Ring Around the Rosie

Holding - Inquiring Minds

by Dawn Brushammar

Dawn Brushammar.

"Ring Around the Rosie" is one of the most beloved English language nursery rhymes that exists. We can all recall reciting it, and falling down playfully at the end, giggling and smiling the whole time. The popularity of the rhyme has given rise to many theories about its meaning and origins, one of which I must confess to believing myself until a few short weeks ago.

At my niece's first birthday party, as the children were being led in "Ring Around the Rosie," I turned to my husband, who grew up in a non-English speaking country, and said "this rhyme is about the Bubonic Plague." I said it matter-of-factly. because I KNEW that it was true.
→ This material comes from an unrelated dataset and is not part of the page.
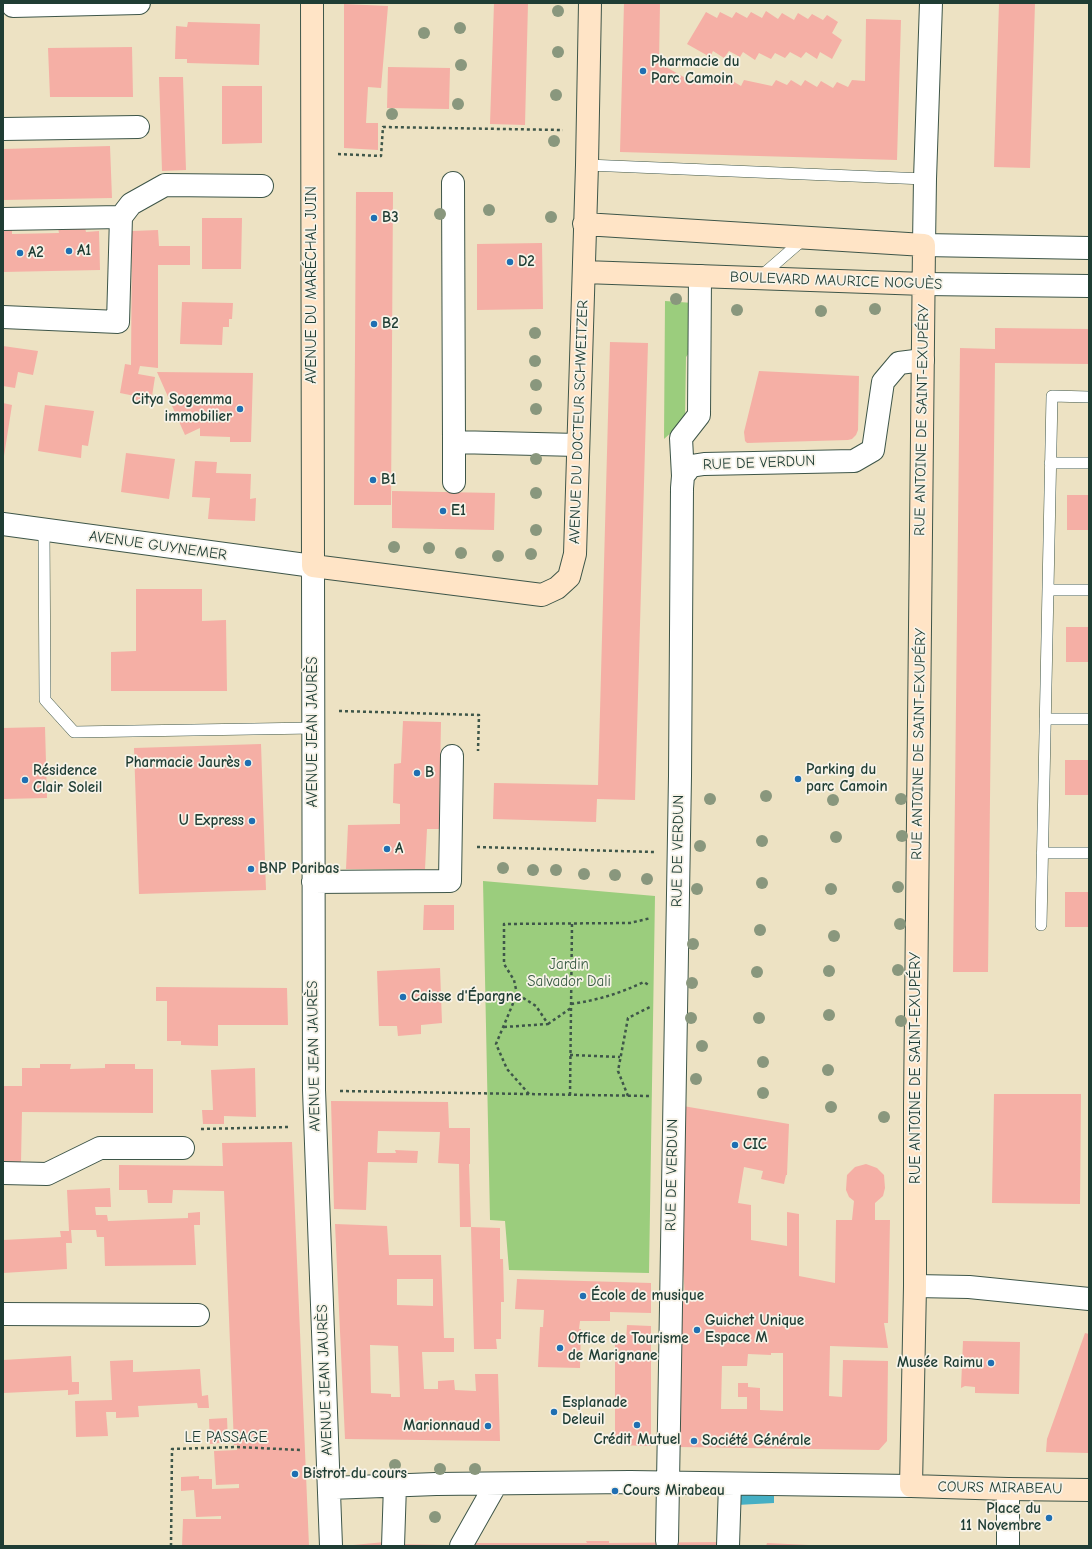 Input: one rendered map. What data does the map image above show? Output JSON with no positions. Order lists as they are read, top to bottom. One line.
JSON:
{"streets":{"main road":["BOULEVARD MAURICE NOGUÈS","AVENUE DU MARÉCHAL JUIN","RUE ANTOINE DE SAINT-EXUPÉRY","AVENUE DU DOCTEUR SCHWEITZER","COURS MIRABEAU"],"street":["RUE DE VERDUN","AVENUE GUYNEMER","AVENUE JEAN JAURÈS"],"path":["LE PASSAGE"]},"crossings":[["BOULEVARD MAURICE NOGUÈS","RUE ANTOINE DE SAINT-EXUPÉRY"],["BOULEVARD MAURICE NOGUÈS","AVENUE DU DOCTEUR SCHWEITZER"],["AVENUE DU MARÉCHAL JUIN","AVENUE DU DOCTEUR SCHWEITZER"],["AVENUE DU MARÉCHAL JUIN","AVENUE GUYNEMER"],["AVENUE DU MARÉCHAL JUIN","AVENUE JEAN JAURÈS"],["RUE ANTOINE DE SAINT-EXUPÉRY","RUE DE VERDUN"],["RUE ANTOINE DE SAINT-EXUPÉRY","COURS MIRABEAU"],["AVENUE DU DOCTEUR SCHWEITZER","AVENUE GUYNEMER"],["AVENUE DU DOCTEUR SCHWEITZER","AVENUE JEAN JAURÈS"],["AVENUE GUYNEMER","AVENUE JEAN JAURÈS"]],"parks":["Jardin Salvador Dali"],"places":["Pharmacie du Parc Camoin","B3","A1","A2","D2","B2","Citya Sogemma immobilier","B1","E1","Pharmacie Jaurès","B","Parking du parc Camoin","Résidence Clair Soleil","U Express","A","BNP Paribas","Caisse d'Épargne","CIC","École de musique","Guichet Unique Espace M","Office de Tourisme de Marignane","Musée Raimu","Esplanade Deleuil","Crédit Mutuel","Marionnaud","Société Générale","Bistrot du cours","Cours Mirabeau","Place du 11 Novembre"]}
Where or when I had found it out, I don't know, but I believed it to be common knowledge that was fit to be passed along. Later on, I decided to find out more. I shocked to find out that I was wrong. Apparently, so are most of the people who have written about the rhyme on the internet.

The people who believe the rhyme echoes the plague interpret the rhyme generally as follows:

"Ring around the rosie"
A plague buboe appears on someone's cheek
"A pocket full of posies"
A popular way of fending off the plague
"Atischoo, atischoo"
Sneezing
or "Ashes, ashes"
Cremation of the plague victims
"We all fall down"
We all die.

There are many variations on this theme, but the basic message is the same: Sickness, symptoms, and death. What a wonderful uplifting message for our children to reenact!
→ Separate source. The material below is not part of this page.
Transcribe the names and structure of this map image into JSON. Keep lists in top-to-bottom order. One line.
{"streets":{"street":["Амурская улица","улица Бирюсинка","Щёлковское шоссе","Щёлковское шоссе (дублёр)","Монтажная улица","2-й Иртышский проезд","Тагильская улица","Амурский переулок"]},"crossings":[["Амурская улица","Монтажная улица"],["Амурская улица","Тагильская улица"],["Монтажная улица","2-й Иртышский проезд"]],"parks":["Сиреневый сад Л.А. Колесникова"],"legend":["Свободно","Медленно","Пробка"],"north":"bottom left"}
In all actuality, the first record of "Ring Around the Rosie" in print is from 1881 and this was far too long after the Black Death of the 14th century that it is supposedly describing to form a credible connection. Historians and folklorists agree there there is no way that it could survive that long and be related to the plague. Also, researchers have been collecting information about similar games for 300 years and the earliest possible mention of anything similar to "Ring around the Rosie" was in 1790. Unless it was an underground secret for several hundred years, it was not handed down through the generations from the time of the plague until the present.

Several other interpretations exist, including the notion that it was invented as a way around protestant bans on dancing. The fact of the matter is that many nursery rhymes make no sense whatsoever, and that is perhaps why we and our children love them so much. "Ring Around the Rosie" is most likely not about the Plague, but I doubt it is about much of anything else either. In the course of my research I also found out the shocking news that Humpty Dumpty was most likely not ever even an egg, but a piece of military equipment!

My advice after this exercise: Never try to figure out what those cute rhyming lines mean. What you don't know (at least where nursery rhymes are concerned) can't hurt you. So laugh, play, sing, and leave your rational mind behind!